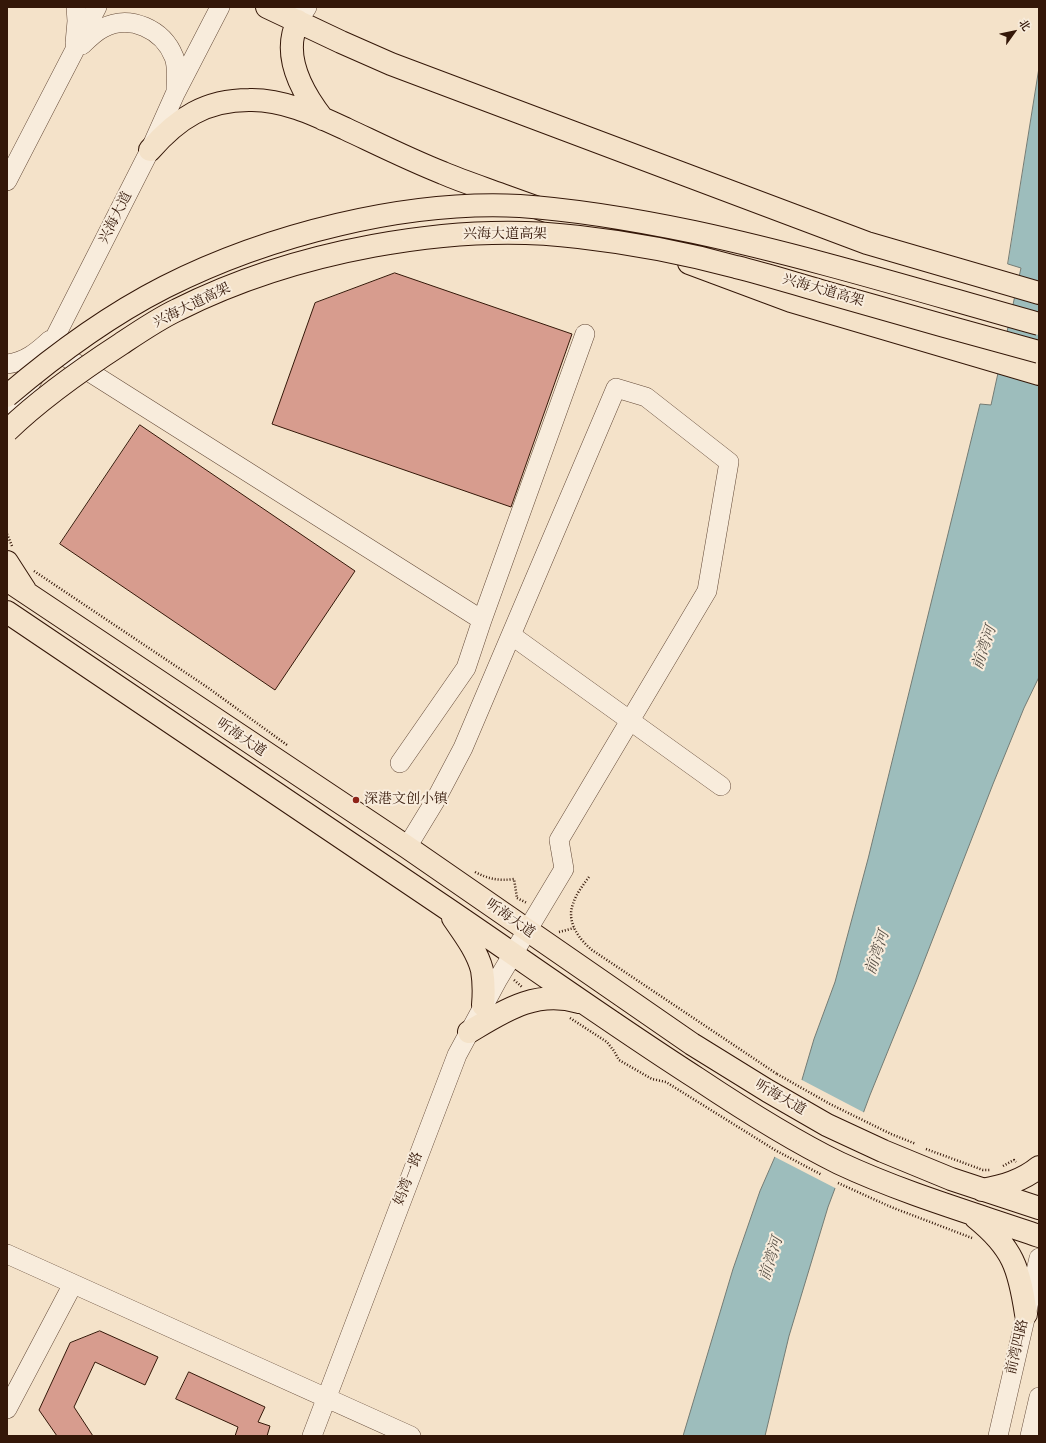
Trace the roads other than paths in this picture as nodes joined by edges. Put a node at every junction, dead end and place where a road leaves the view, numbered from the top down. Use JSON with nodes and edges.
{"nodes":[{"id":1,"x":76,"y":7,"type":"edge"},
{"id":2,"x":97,"y":7,"type":"edge"},
{"id":3,"x":220,"y":7,"type":"edge"},
{"id":4,"x":267,"y":7,"type":"edge"},
{"id":5,"x":302,"y":14,"type":"edge"},
{"id":6,"x":72,"y":55,"type":"junction"},
{"id":7,"x":175,"y":94,"type":"junction"},
{"id":8,"x":323,"y":119,"type":"junction"},
{"id":9,"x":150,"y":150,"type":"junction"},
{"id":10,"x":7,"y":181,"type":"edge"},
{"id":11,"x":1039,"y":292,"type":"edge"},
{"id":12,"x":1039,"y":324,"type":"edge"},
{"id":13,"x":585,"y":334,"type":"dead end"},
{"id":14,"x":54,"y":339,"type":"junction"},
{"id":15,"x":1039,"y":352,"type":"edge"},
{"id":16,"x":7,"y":364,"type":"edge"},
{"id":17,"x":1039,"y":374,"type":"edge"},
{"id":18,"x":7,"y":396,"type":"edge"},
{"id":19,"x":7,"y":427,"type":"edge"},
{"id":20,"x":7,"y":431,"type":"edge"},
{"id":21,"x":11,"y":556,"type":"edge"},
{"id":22,"x":7,"y":580,"type":"edge"},
{"id":23,"x":29,"y":596,"type":"junction"},
{"id":24,"x":7,"y":612,"type":"edge"},
{"id":25,"x":482,"y":620,"type":"junction"},
{"id":26,"x":511,"y":635,"type":"junction"},
{"id":27,"x":630,"y":720,"type":"junction"},
{"id":28,"x":400,"y":763,"type":"dead end"},
{"id":29,"x":721,"y":786,"type":"dead end"},
{"id":30,"x":406,"y":848,"type":"junction"},
{"id":31,"x":445,"y":907,"type":"junction"},
{"id":32,"x":527,"y":931,"type":"junction"},
{"id":33,"x":513,"y":954,"type":"junction"},
{"id":34,"x":483,"y":1005,"type":"junction"},
{"id":35,"x":586,"y":1005,"type":"junction"},
{"id":36,"x":469,"y":1032,"type":"junction"},
{"id":37,"x":1039,"y":1167,"type":"edge"},
{"id":38,"x":981,"y":1190,"type":"junction"},
{"id":39,"x":1039,"y":1208,"type":"edge"},
{"id":40,"x":970,"y":1214,"type":"junction"},
{"id":41,"x":1039,"y":1236,"type":"edge"},
{"id":42,"x":7,"y":1254,"type":"edge"},
{"id":43,"x":1039,"y":1258,"type":"edge"},
{"id":44,"x":73,"y":1284,"type":"junction"},
{"id":45,"x":1026,"y":1314,"type":"junction"},
{"id":46,"x":1039,"y":1397,"type":"edge"},
{"id":47,"x":326,"y":1398,"type":"junction"},
{"id":48,"x":7,"y":1410,"type":"edge"},
{"id":49,"x":312,"y":1436,"type":"edge"},
{"id":50,"x":411,"y":1436,"type":"edge"},
{"id":51,"x":998,"y":1436,"type":"edge"},
{"id":52,"x":1030,"y":1436,"type":"edge"}],
"edges":[{"from":1,"to":6,"type":"street"},
{"from":2,"to":6,"type":"street"},
{"from":3,"to":7,"type":"street","name":"兴海大道"},
{"from":4,"to":5,"type":"main road"},
{"from":5,"to":8,"type":"main road"},
{"from":5,"to":11,"type":"main road"},
{"from":6,"to":7,"type":"street"},
{"from":6,"to":10,"type":"street"},
{"from":7,"to":9,"type":"street","name":"兴海大道"},
{"from":8,"to":9,"type":"main road"},
{"from":8,"to":17,"type":"main road"},
{"from":9,"to":14,"type":"street","name":"兴海大道"},
{"from":12,"to":18,"type":"main road","name":"兴海大道高架","bridge":true},
{"from":13,"to":25,"type":"street"},
{"from":14,"to":16,"type":"street"},
{"from":14,"to":19,"type":"street","name":"兴海大道"},
{"from":14,"to":25,"type":"street"},
{"from":15,"to":20,"type":"main road","name":"兴海大道高架","bridge":true},
{"from":21,"to":23,"type":"main road"},
{"from":22,"to":23,"type":"main road","name":"听海大道"},
{"from":23,"to":30,"type":"main road","name":"听海大道"},
{"from":24,"to":31,"type":"main road","name":"听海大道"},
{"from":25,"to":28,"type":"street"},
{"from":26,"to":27,"type":"street"},
{"from":26,"to":27,"type":"street","name":"妈湾一路"},
{"from":26,"to":30,"type":"street"},
{"from":27,"to":29,"type":"street"},
{"from":27,"to":32,"type":"street","name":"妈湾一路"},
{"from":30,"to":32,"type":"main road","name":"听海大道"},
{"from":31,"to":33,"type":"main road","name":"听海大道"},
{"from":31,"to":34,"type":"main road"},
{"from":32,"to":33,"type":"street","name":"妈湾一路"},
{"from":32,"to":38,"type":"main road","name":"听海大道"},
{"from":33,"to":34,"type":"street","name":"妈湾一路"},
{"from":33,"to":35,"type":"main road","name":"听海大道"},
{"from":34,"to":36,"type":"street","name":"妈湾一路"},
{"from":35,"to":36,"type":"main road"},
{"from":35,"to":40,"type":"main road","name":"听海大道"},
{"from":36,"to":47,"type":"street","name":"妈湾一路"},
{"from":37,"to":38,"type":"main road"},
{"from":38,"to":39,"type":"main road","name":"听海大道"},
{"from":40,"to":41,"type":"main road","name":"听海大道"},
{"from":40,"to":45,"type":"main road"},
{"from":42,"to":44,"type":"street"},
{"from":43,"to":45,"type":"street","name":"前湾四路"},
{"from":44,"to":47,"type":"street"},
{"from":44,"to":48,"type":"street"},
{"from":45,"to":51,"type":"street","name":"前湾四路"},
{"from":46,"to":52,"type":"street"},
{"from":47,"to":49,"type":"street","name":"妈湾一路"},
{"from":47,"to":50,"type":"street"}]}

◆ ◆ ◆

(Work task): The copy you write must hold every record verbatim and none of the pictures.

(Answer to the exercise):
Trace the roads other than paths in this picture as nodes joined by edges. Put a node at every junction, dead end and place where a road leaves the view, numbered from the top down. Use JSON with nodes and edges.
{"nodes":[{"id":1,"x":76,"y":7,"type":"edge"},
{"id":2,"x":97,"y":7,"type":"edge"},
{"id":3,"x":220,"y":7,"type":"edge"},
{"id":4,"x":267,"y":7,"type":"edge"},
{"id":5,"x":302,"y":14,"type":"edge"},
{"id":6,"x":72,"y":55,"type":"junction"},
{"id":7,"x":175,"y":94,"type":"junction"},
{"id":8,"x":323,"y":119,"type":"junction"},
{"id":9,"x":150,"y":150,"type":"junction"},
{"id":10,"x":7,"y":181,"type":"edge"},
{"id":11,"x":1039,"y":292,"type":"edge"},
{"id":12,"x":1039,"y":324,"type":"edge"},
{"id":13,"x":585,"y":334,"type":"dead end"},
{"id":14,"x":54,"y":339,"type":"junction"},
{"id":15,"x":1039,"y":352,"type":"edge"},
{"id":16,"x":7,"y":364,"type":"edge"},
{"id":17,"x":1039,"y":374,"type":"edge"},
{"id":18,"x":7,"y":396,"type":"edge"},
{"id":19,"x":7,"y":427,"type":"edge"},
{"id":20,"x":7,"y":431,"type":"edge"},
{"id":21,"x":11,"y":556,"type":"edge"},
{"id":22,"x":7,"y":580,"type":"edge"},
{"id":23,"x":29,"y":596,"type":"junction"},
{"id":24,"x":7,"y":612,"type":"edge"},
{"id":25,"x":482,"y":620,"type":"junction"},
{"id":26,"x":511,"y":635,"type":"junction"},
{"id":27,"x":630,"y":720,"type":"junction"},
{"id":28,"x":400,"y":763,"type":"dead end"},
{"id":29,"x":721,"y":786,"type":"dead end"},
{"id":30,"x":406,"y":848,"type":"junction"},
{"id":31,"x":445,"y":907,"type":"junction"},
{"id":32,"x":527,"y":931,"type":"junction"},
{"id":33,"x":513,"y":954,"type":"junction"},
{"id":34,"x":483,"y":1005,"type":"junction"},
{"id":35,"x":586,"y":1005,"type":"junction"},
{"id":36,"x":469,"y":1032,"type":"junction"},
{"id":37,"x":1039,"y":1167,"type":"edge"},
{"id":38,"x":981,"y":1190,"type":"junction"},
{"id":39,"x":1039,"y":1208,"type":"edge"},
{"id":40,"x":970,"y":1214,"type":"junction"},
{"id":41,"x":1039,"y":1236,"type":"edge"},
{"id":42,"x":7,"y":1254,"type":"edge"},
{"id":43,"x":1039,"y":1258,"type":"edge"},
{"id":44,"x":73,"y":1284,"type":"junction"},
{"id":45,"x":1026,"y":1314,"type":"junction"},
{"id":46,"x":1039,"y":1397,"type":"edge"},
{"id":47,"x":326,"y":1398,"type":"junction"},
{"id":48,"x":7,"y":1410,"type":"edge"},
{"id":49,"x":312,"y":1436,"type":"edge"},
{"id":50,"x":411,"y":1436,"type":"edge"},
{"id":51,"x":998,"y":1436,"type":"edge"},
{"id":52,"x":1030,"y":1436,"type":"edge"}],
"edges":[{"from":1,"to":6,"type":"street"},
{"from":2,"to":6,"type":"street"},
{"from":3,"to":7,"type":"street","name":"兴海大道"},
{"from":4,"to":5,"type":"main road"},
{"from":5,"to":8,"type":"main road"},
{"from":5,"to":11,"type":"main road"},
{"from":6,"to":7,"type":"street"},
{"from":6,"to":10,"type":"street"},
{"from":7,"to":9,"type":"street","name":"兴海大道"},
{"from":8,"to":9,"type":"main road"},
{"from":8,"to":17,"type":"main road"},
{"from":9,"to":14,"type":"street","name":"兴海大道"},
{"from":12,"to":18,"type":"main road","name":"兴海大道高架","bridge":true},
{"from":13,"to":25,"type":"street"},
{"from":14,"to":16,"type":"street"},
{"from":14,"to":19,"type":"street","name":"兴海大道"},
{"from":14,"to":25,"type":"street"},
{"from":15,"to":20,"type":"main road","name":"兴海大道高架","bridge":true},
{"from":21,"to":23,"type":"main road"},
{"from":22,"to":23,"type":"main road","name":"听海大道"},
{"from":23,"to":30,"type":"main road","name":"听海大道"},
{"from":24,"to":31,"type":"main road","name":"听海大道"},
{"from":25,"to":28,"type":"street"},
{"from":26,"to":27,"type":"street"},
{"from":26,"to":27,"type":"street","name":"妈湾一路"},
{"from":26,"to":30,"type":"street"},
{"from":27,"to":29,"type":"street"},
{"from":27,"to":32,"type":"street","name":"妈湾一路"},
{"from":30,"to":32,"type":"main road","name":"听海大道"},
{"from":31,"to":33,"type":"main road","name":"听海大道"},
{"from":31,"to":34,"type":"main road"},
{"from":32,"to":33,"type":"street","name":"妈湾一路"},
{"from":32,"to":38,"type":"main road","name":"听海大道"},
{"from":33,"to":34,"type":"street","name":"妈湾一路"},
{"from":33,"to":35,"type":"main road","name":"听海大道"},
{"from":34,"to":36,"type":"street","name":"妈湾一路"},
{"from":35,"to":36,"type":"main road"},
{"from":35,"to":40,"type":"main road","name":"听海大道"},
{"from":36,"to":47,"type":"street","name":"妈湾一路"},
{"from":37,"to":38,"type":"main road"},
{"from":38,"to":39,"type":"main road","name":"听海大道"},
{"from":40,"to":41,"type":"main road","name":"听海大道"},
{"from":40,"to":45,"type":"main road"},
{"from":42,"to":44,"type":"street"},
{"from":43,"to":45,"type":"street","name":"前湾四路"},
{"from":44,"to":47,"type":"street"},
{"from":44,"to":48,"type":"street"},
{"from":45,"to":51,"type":"street","name":"前湾四路"},
{"from":46,"to":52,"type":"street"},
{"from":47,"to":49,"type":"street","name":"妈湾一路"},
{"from":47,"to":50,"type":"street"}]}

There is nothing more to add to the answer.